Workflow:Mlfoundations Open flamingo Data Preparation
| Knowledge Sources | |
|---|---|
| Domains | Data_Engineering, Vision_Language_Models, ETL |
| Last Updated | 2026-02-08 03:30 GMT |
Overview
End-to-end process for preparing and converting training datasets (LAION image-text pairs and MMC4 interleaved documents) into WebDataset tar shard format for efficient distributed training of OpenFlamingo models.
Description
This workflow covers the data preparation pipeline required before training OpenFlamingo models. The training pipeline consumes two types of data in WebDataset format: LAION-style single image-text pairs and MMC4-style interleaved multi-image documents. LAION data is typically already available in WebDataset format, while MMC4 data must be converted from its original ZIP+JSON+images format into WebDataset tars with base64-encoded images. The workflow also covers the data loading pipeline that applies image preprocessing, text tokenization with Flamingo special tokens, and image-text alignment filtering during training.
Usage
Execute this workflow when you are setting up training data for the first time or need to convert new MMC4 shards for OpenFlamingo training. You need the raw MMC4 dataset (ZIP archives of JSON documents plus downloaded images) and optionally LAION shards. The conversion produces WebDataset tar files that can be read efficiently by the training pipeline.
Execution Steps
Step 1: Obtain Raw Datasets
Download the source datasets needed for OpenFlamingo training. LAION image-text data is typically available as pre-built WebDataset shards from the LAION project. MMC4 (Multimodal C4) data consists of ZIP archives containing JSON documents that describe interleaved image-text sequences, plus separately downloaded images organized by shard index.
Key considerations:
- LAION shards should contain image files (jpg/png) and text files per sample
- MMC4 ZIP archives contain JSON with text and image metadata (image_info with image_name fields)
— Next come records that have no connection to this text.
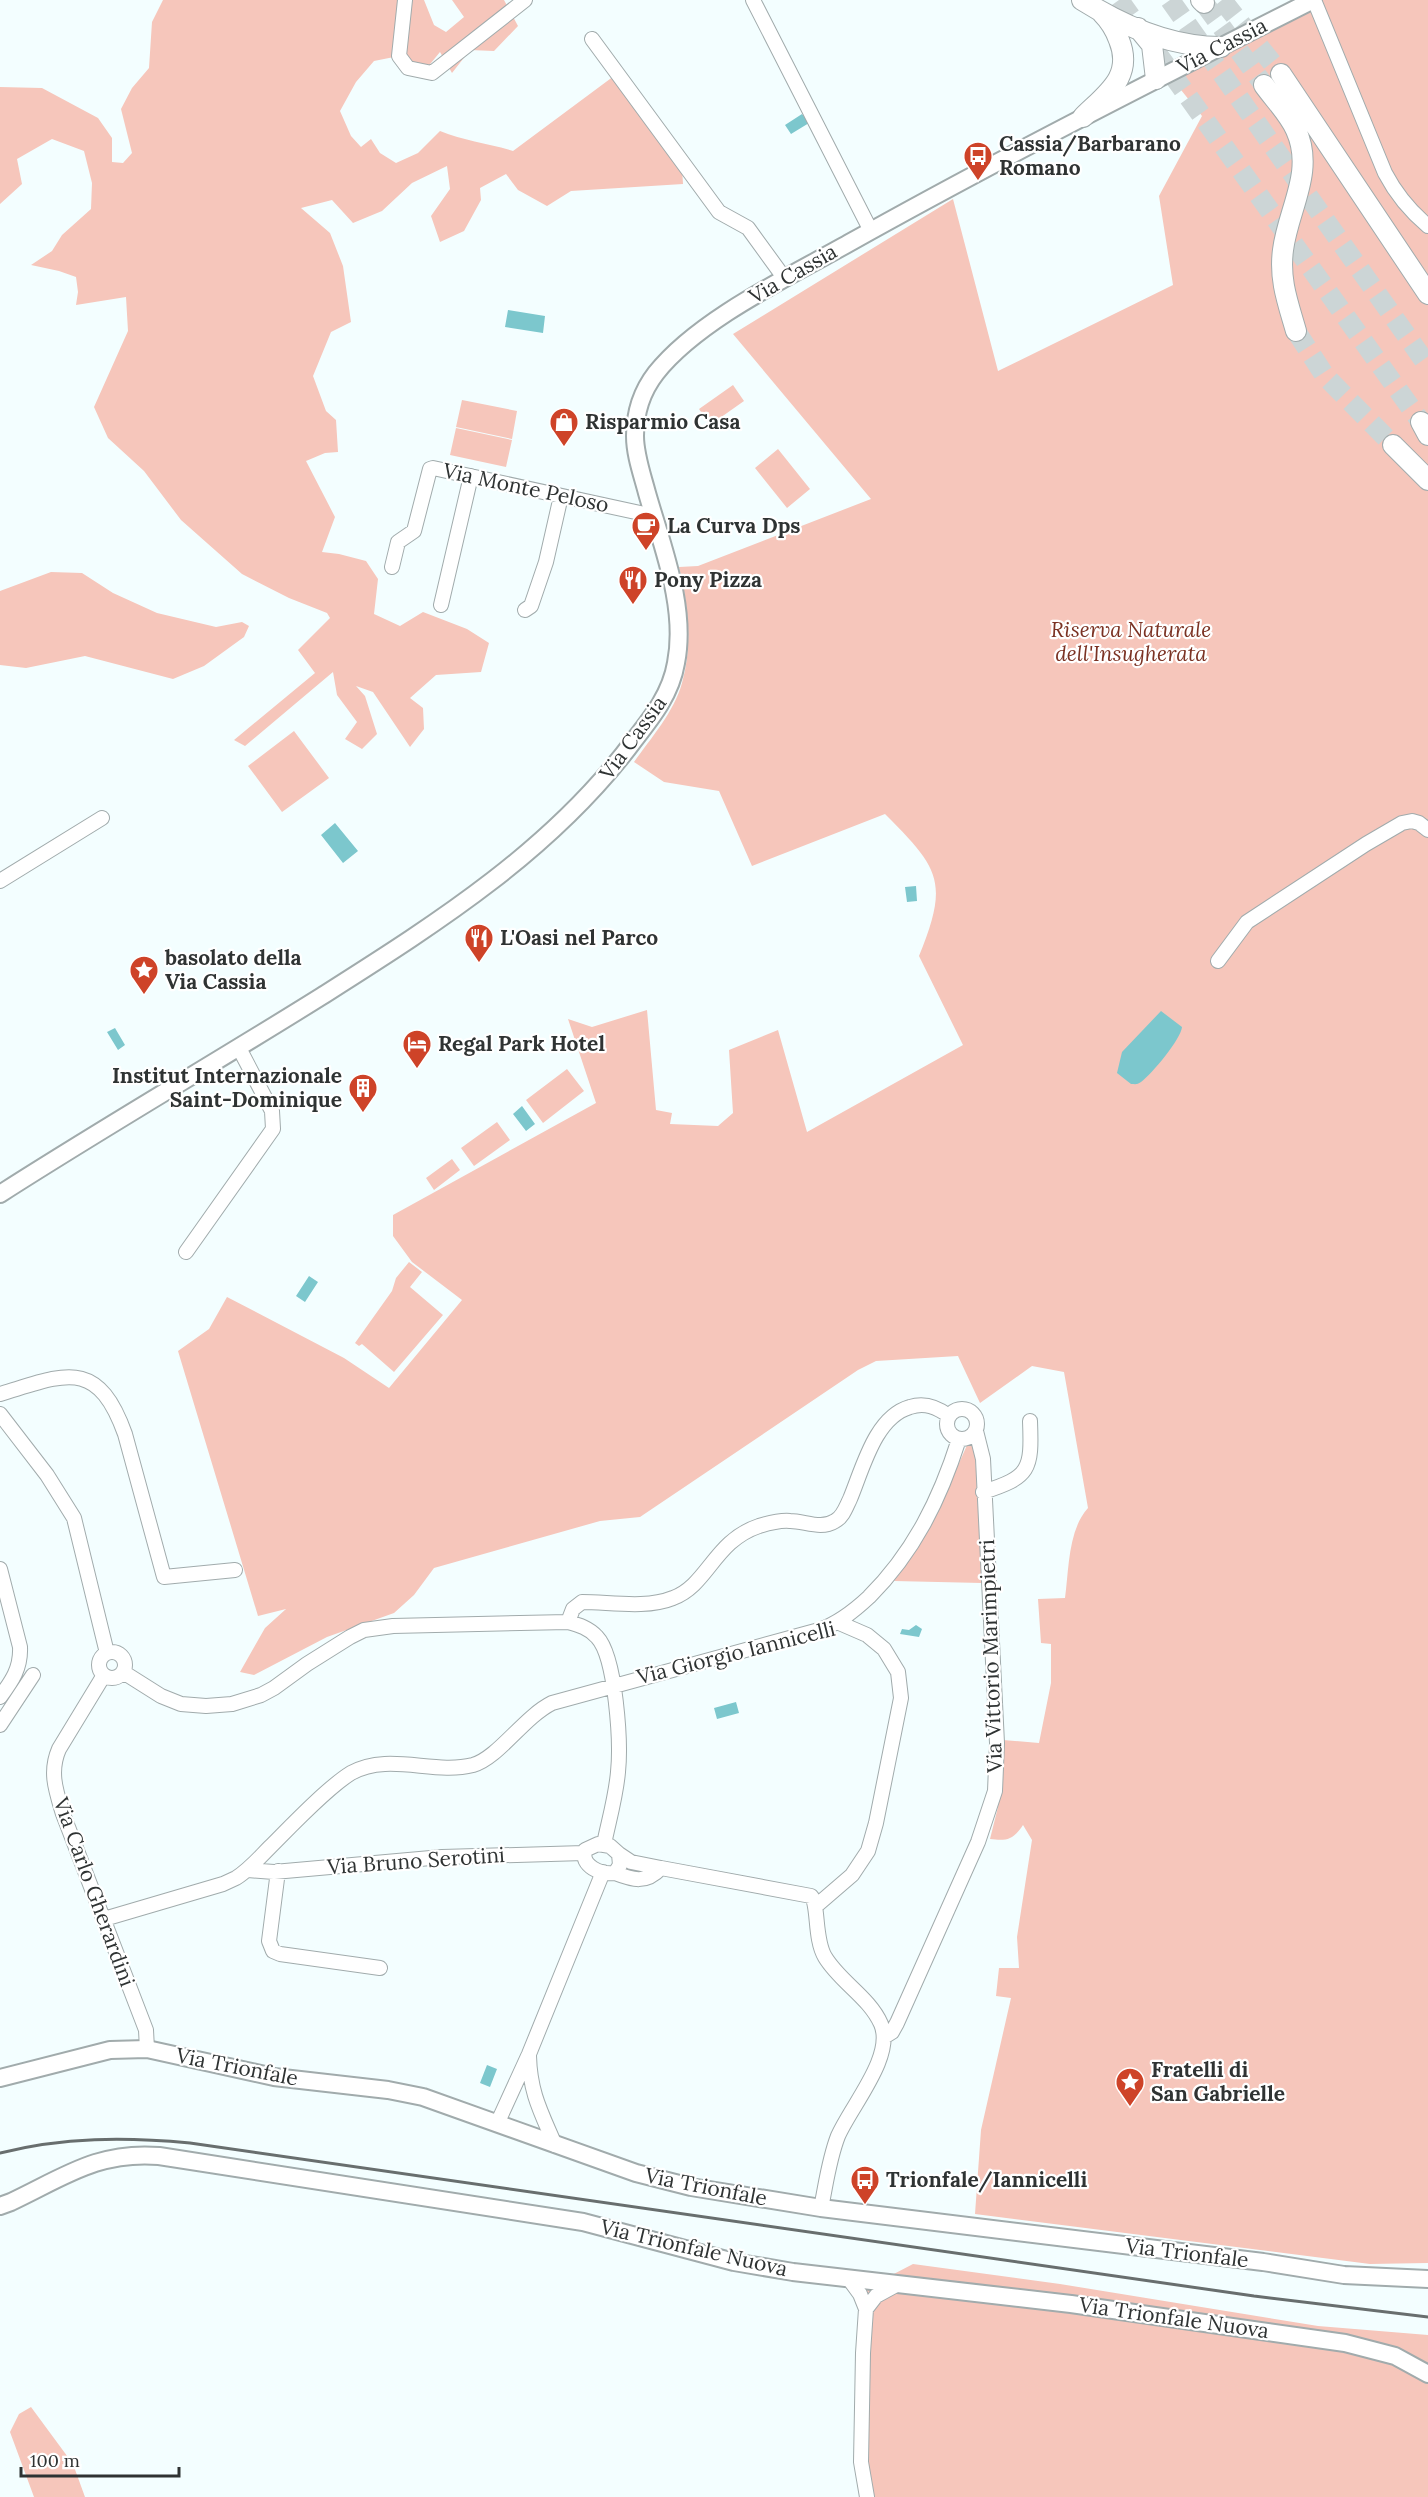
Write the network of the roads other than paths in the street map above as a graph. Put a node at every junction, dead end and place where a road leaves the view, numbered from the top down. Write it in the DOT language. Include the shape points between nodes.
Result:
graph roads {
  1 [pos="405,0"];
  2 [pos="525,0"];
  3 [pos="753,0"];
  4 [pos="1082,0"];
  5 [pos="1313,0"];
  6 [pos="1101,12"];
  7 [pos="1138,28"];
  8 [pos="592,39"];
  9 [pos="1221,46"];
  10 [pos="1125,60"];
  11 [pos="1281,74"];
  12 [pos="1156,79"];
  13 [pos="1264,85"];
  14 [pos="1083,117"];
  15 [pos="1428,226"];
  16 [pos="871,231"];
  17 [pos="785,279"];
  18 [pos="1428,294"];
  19 [pos="1296,331"];
  20 [pos="1393,445"];
  21 [pos="471,476"];
  22 [pos="1428,480"];
  23 [pos="561,496"];
  24 [pos="654,516"];
  25 [pos="392,567"];
  26 [pos="441,604"];
  27 [pos="525,610"];
  28 [pos="102,818"];
  29 [pos="1428,830"];
  30 [pos="0,881"];
  31 [pos="1218,961"];
  32 [pos="239,1048"];
  33 [pos="0,1194"];
  34 [pos="186,1252"];
  35 [pos="0,1394"];
  36 [pos="0,1414"];
  37 [pos="948,1416"];
  38 [pos="1030,1421"];
  39 [pos="976,1431"];
  40 [pos="959,1439"];
  41 [pos="983,1492"];
  42 [pos="0,1569"];
  43 [pos="235,1570"];
  44 [pos="568,1622"];
  45 [pos="837,1622"];
  46 [pos="107,1653"];
  47 [pos="123,1672"];
  48 [pos="33,1675"];
  49 [pos="104,1676"];
  50 [pos="613,1685"];
  51 [pos="0,1697"];
  52 [pos="0,1725"];
  53 [pos="604,1844"];
  54 [pos="584,1853"];
  55 [pos="619,1854"];
  56 [pos="661,1868"];
  57 [pos="248,1870"];
  58 [pos="278,1871"];
  59 [pos="609,1873"];
  60 [pos="816,1906"];
  61 [pos="104,1919"];
  62 [pos="380,1968"];
  63 [pos="884,2037"];
  64 [pos="147,2049"];
  65 [pos="529,2054"];
  66 [pos="0,2078"];
  67 [pos="497,2124"];
  68 [pos="555,2145"];
  69 [pos="0,2206"];
  70 [pos="820,2208"];
  71 [pos="849,2279"];
  72 [pos="1428,2279"];
  73 [pos="898,2284"];
  74 [pos="866,2309"];
  75 [pos="1428,2374"];
  76 [pos="867,2497"];
  1 -- 2 [label="street" via="399,56 408,68 432,73"];
  3 -- 16 [label="street"];
  4 -- 6 [label="highway"];
  5 -- 9 [label="main road, Via Cassia"];
  5 -- 15 [label="street" via="1385,173 1397,194"];
  6 -- 7 [label="highway"];
  6 -- 10 [label="highway" via="1114,28"];
  7 -- 9 [label="highway" via="1175,43"];
  7 -- 12 [label="highway" via="1152,45"];
  8 -- 17 [label="street" via="719,212 748,228"];
  9 -- 12 [label="main road, Via Cassia"];
  10 -- 12 [label="highway"];
  10 -- 14 [label="highway" via="1113,86"];
  11 -- 18 [label="highway"];
  12 -- 14 [label="main road, Via Cassia"];
  13 -- 19 [label="highway" via="1296,130 1303,164 1283,249 1281,282"];
  14 -- 16 [label="main road, Via Cassia"];
  16 -- 17 [label="main road, Via Cassia"];
  17 -- 24 [label="main road, Via Cassia" via="727,313 687,343 661,367 647,387 637,414 635,441"];
  20 -- 22 [label="highway"];
  21 -- 23 [label="street, Via Monte Peloso"];
  21 -- 25 [label="street, Via Monte Peloso" via="430,469 414,531 398,542"];
  21 -- 26 [label="street"];
  23 -- 24 [label="street, Via Monte Peloso"];
  23 -- 27 [label="street" via="546,562 531,606"];
  24 -- 32 [label="main road, Via Cassia" via="672,582 678,653 663,699 630,747 570,816 501,876 392,952"];
  28 -- 30 [label="street"];
  29 -- 31 [label="street" via="1412,821 1374,838 1247,922"];
  32 -- 33 [label="main road, Via Cassia"];
  32 -- 34 [label="street" via="272,1111 273,1129"];
  35 -- 43 [label="street" via="70,1375 94,1384 120,1420 164,1577"];
  36 -- 46 [label="street" via="74,1518"];
  37 -- 39 [label="street" via="957,1409 967,1409 975,1416"];
  37 -- 40 [label="street" via="948,1430"];
  37 -- 44 [label="street" via="935,1407 919,1405 886,1421 836,1521 822,1525 784,1521 756,1527 730,1541 692,1586 674,1598 652,1603 582,1602 573,1609"];
  38 -- 41 [label="street" via="1032,1451 1026,1470 1012,1482"];
  39 -- 40 [label="street" via="969,1438"];
  39 -- 41 [label="street, Via Vittorio Marimpietri" via="982,1454"];
  40 -- 45 [label="street" via="940,1494 913,1545 880,1585"];
  41 -- 63 [label="street, Via Vittorio Marimpietri" via="996,1732 995,1791 978,1842 896,2026"];
  42 -- 51 [label="street" via="21,1659"];
  44 -- 47 [label="street" via="367,1630 261,1695 232,1704 182,1704 160,1696"];
  44 -- 50 [label="street" via="585,1628 599,1640 608,1657"];
  45 -- 50 [label="street, Via Giorgio Iannicelli"];
  45 -- 60 [label="street, Via Giorgio Iannicelli" via="867,1635 884,1649 898,1672 901,1698 869,1847 852,1875"];
  46 -- 47 [label="street" via="122,1656"];
  46 -- 49 [label="street" via="99,1663"];
  47 -- 49 [label="street" via="115,1678"];
  48 -- 52 [label="street"];
  49 -- 61 [label="street, Via Carlo Gherardini" via="59,1749 53,1772 63,1814"];
  50 -- 53 [label="street" via="619,1766"];
  50 -- 57 [label="street, Via Giorgio Iannicelli" via="544,1707 487,1757 473,1764 382,1764 357,1770 338,1783"];
  53 -- 54 [label="street" via="590,1846"];
  53 -- 55 [label="street"];
  54 -- 58 [label="street, Via Bruno Serotini" via="442,1857"];
  54 -- 59 [label="street" via="588,1864"];
  55 -- 56 [label="street" via="631,1862"];
  55 -- 59 [label="street" via="620,1865"];
  56 -- 59 [label="street" via="645,1880"];
  56 -- 60 [label="street" via="807,1894"];
  57 -- 58 [label="street, Via Bruno Serotini"];
  57 -- 61 [label="street, Via Giorgio Iannicelli" via="227,1883"];
  58 -- 62 [label="street" via="268,1941 273,1951"];
  59 -- 65 [label="street"];
  60 -- 63 [label="street" via="817,1936 824,1955 879,2020"];
  61 -- 64 [label="street, Via Carlo Gherardini" via="146,2030"];
  63 -- 70 [label="street" via="880,2060 836,2143"];
  64 -- 66 [label="main road, Via Trionfale" via="110,2050"];
  64 -- 67 [label="main road, Via Trionfale" via="274,2077 406,2094"];
  65 -- 67 [label="street"];
  65 -- 68 [label="street" via="533,2091"];
  67 -- 68 [label="main road, Via Trionfale"];
  68 -- 70 [label="main road, Via Trionfale" via="691,2187"];
  69 -- 71 [label="main road, Via Trionfale Nuova" via="99,2161 128,2155 159,2156 583,2222 734,2262"];
  70 -- 72 [label="main road, Via Trionfale" via="1344,2275"];
  71 -- 73 [label="main road, Via Trionfale Nuova"];
  71 -- 74 [label="street"];
  73 -- 74 [label="street" via="876,2296"];
  73 -- 75 [label="main road, Via Trionfale Nuova" via="1355,2344 1395,2356"];
  74 -- 76 [label="street" via="861,2462"];
}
- MMC4 images must be downloaded separately and organized by shard index
- Both datasets can be stored on S3 (the training script supports pipe:aws s3 cp)
Step 2: Convert MMC4 To WebDataset
Run the convert_mmc4_to_wds.py script to transform MMC4 ZIP+JSON+images into WebDataset tar shards. The script iterates through each ZIP shard, extracts the JSON documents, loads the corresponding images from disk, encodes them as base64 strings, and writes the combined JSON (with embedded base64 images) into WebDataset tar files using the wds.ShardWriter.
Key considerations:
- The script takes --zip_files (brace-expandable glob), --image_dir, and --output_dir arguments
- Each output tar shard contains num_files_per_shard samples (default 1000)
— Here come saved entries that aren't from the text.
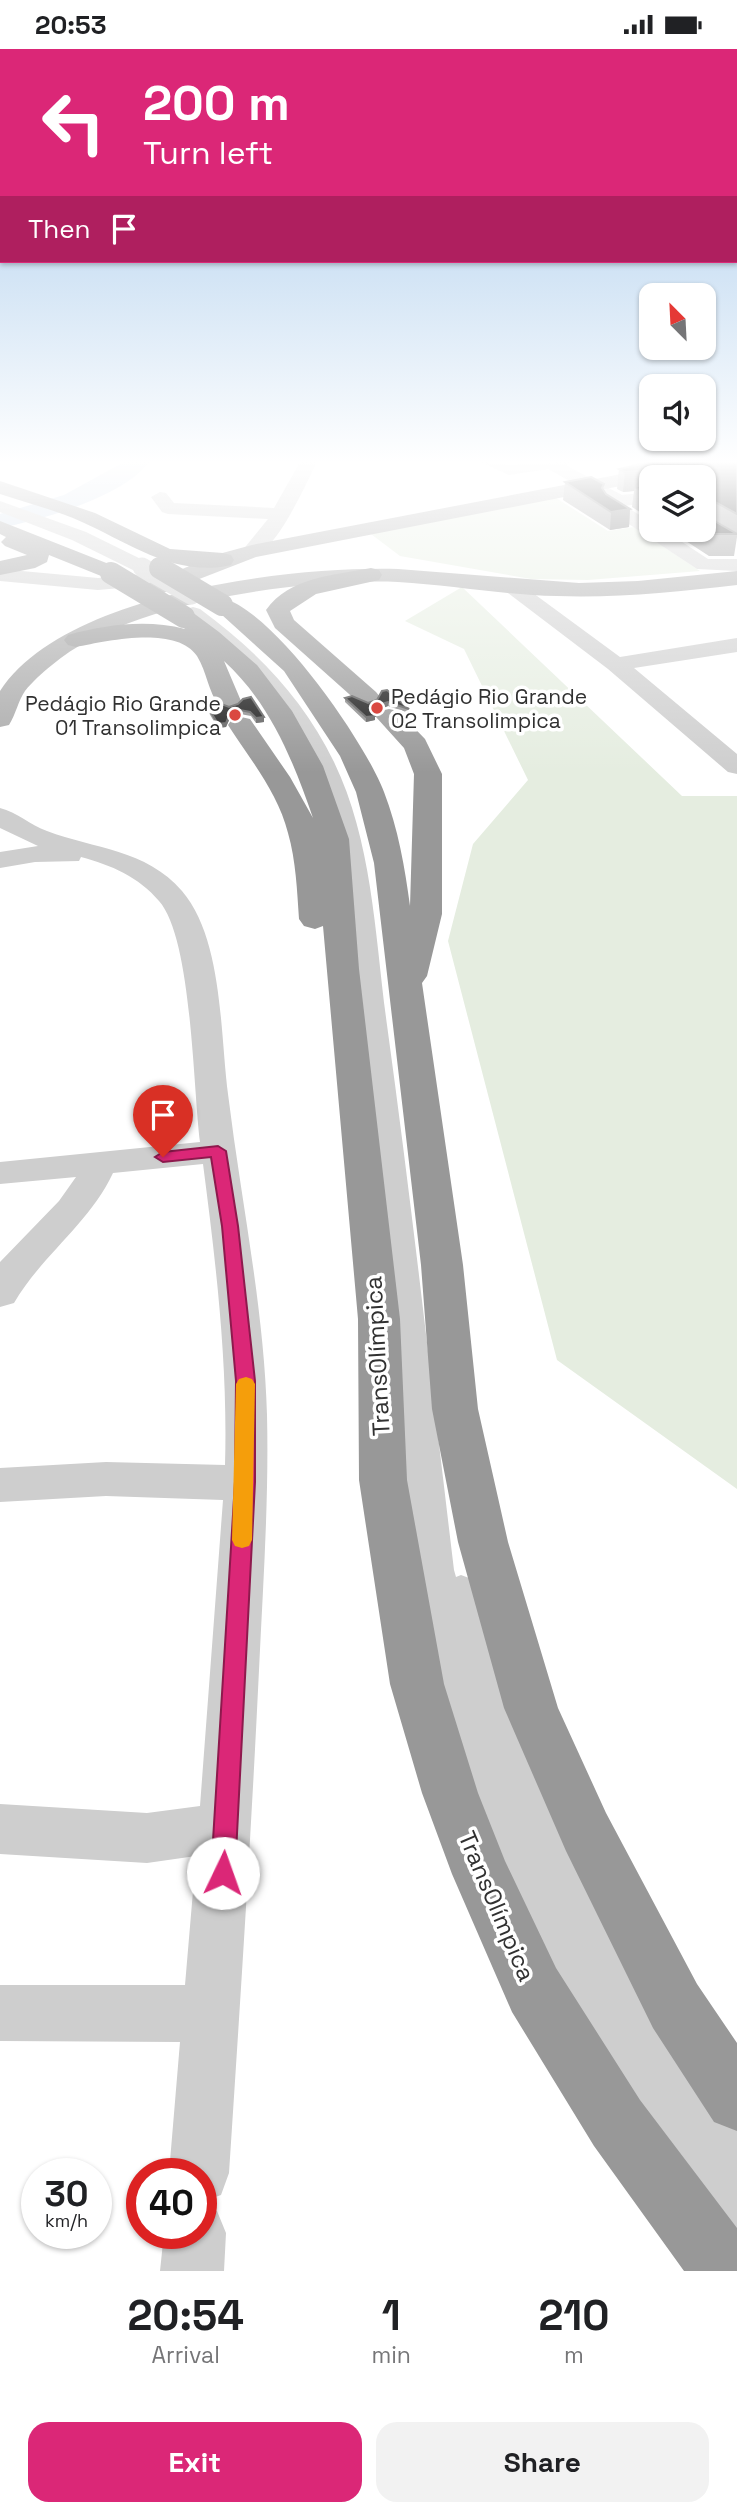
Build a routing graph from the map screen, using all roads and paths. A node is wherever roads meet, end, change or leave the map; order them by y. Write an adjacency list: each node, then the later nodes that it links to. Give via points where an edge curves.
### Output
1 (124, 566): 4 (highway, TransOlímpica)
2 (131, 566): 4 (highway, TransOlímpica)
3 (220, 566): 9 (main road)
4 (135, 570): 9 (highway, TransOlímpica, bridge); 9 (highway, TransOlímpica, bridge)
5 (0, 575): 9 (street, via 138,583)
6 (371, 575): 8 (main road); 10 (main road, via 241,587 130,616); 20 (highway, via 312,588 278,610 284,623 416,745 428,774 426,914)
7 (737, 578): 8 (main road, via 615,590)
8 (522, 589): 12 (street)
9 (200, 604): 13 (main road, via 85,622); 19 (highway, TransOlímpica, via 211,637 248,670 283,717 309,766 334,839); 20 (highway, TransOlímpica, via 257,632 293,666 354,756 370,792 388,863); 33 (street, TransOlímpica, via 263,650 302,697 327,736 349,785 369,868 422,1380 447,1549 494,1706 530,1808 560,1875 638,2020); 34 (street, TransOlímpica, via 292,708 318,750 347,830 432,1570 469,1717 518,1842 583,1983 659,2112)
10 (76, 640): 14 (main road, via 17,685); 19 (highway, via 136,631 181,636 203,649 234,713 281,785 302,831 324,949)
11 (737, 645): 12 (street)
12 (616, 664): 15 (street)
13 (0, 672)
14 (0, 719)
15 (737, 767)
16 (0, 816): 18 (street, via 44,839 100,852)
17 (0, 860): 18 (street, via 60,854)
18 (138, 868): 21 (street, via 174,898 196,961)
19 (342, 969): 37 (highway, TransOlímpica, via 379,1319 383,1480 417,1684 450,1793 534,1990 617,2123)
20 (404, 993): 31 (highway, TransOlímpica, via 442,1265 455,1409 483,1542 531,1708 586,1832 675,2006)
21 (218, 1151): 22 (street); 25 (street, via 246,1381)
22 (100, 1163): 23 (street); 24 (street, via 72,1210 15,1268)
23 (0, 1173)
24 (0, 1293)
25 (245, 1482): 26 (street, via 65,1480); 27 (street)
26 (0, 1485)
27 (225, 1826): 28 (street, via 147,1838); 30 (street)
28 (0, 1829)
29 (0, 2013): 30 (street)
30 (211, 2014): 32 (street)
31 (737, 2099)
32 (200, 2158)
33 (737, 2164)
34 (737, 2220)
35 (194, 2249): 36 (street)
36 (192, 2271)
37 (726, 2271)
- Images that were not successfully downloaded (404) are handled gracefully with a warning
- The base64 encoding embeds images directly in the JSON, avoiding external file references
- Each sample gets a unique UUID key for WebDataset compatibility
Step 3: Validate LAION Shards
Verify that LAION WebDataset shards are properly formatted for the training pipeline. Each shard should be a tar archive where each sample contains an image file (jpg, png, or jpeg) and a text file (txt) with the caption. Samples missing either an image or caption are filtered out during training by the filter_no_caption_or_no_image function.
Key considerations:
- The training pipeline expects standard WebDataset tar format
- Samples must have both an image and a txt file
- The brace expansion pattern (e.g., shard-{0000..0999}.tar) must match the actual shard files
- Shard counts should be balanced with the training configuration (samples per epoch)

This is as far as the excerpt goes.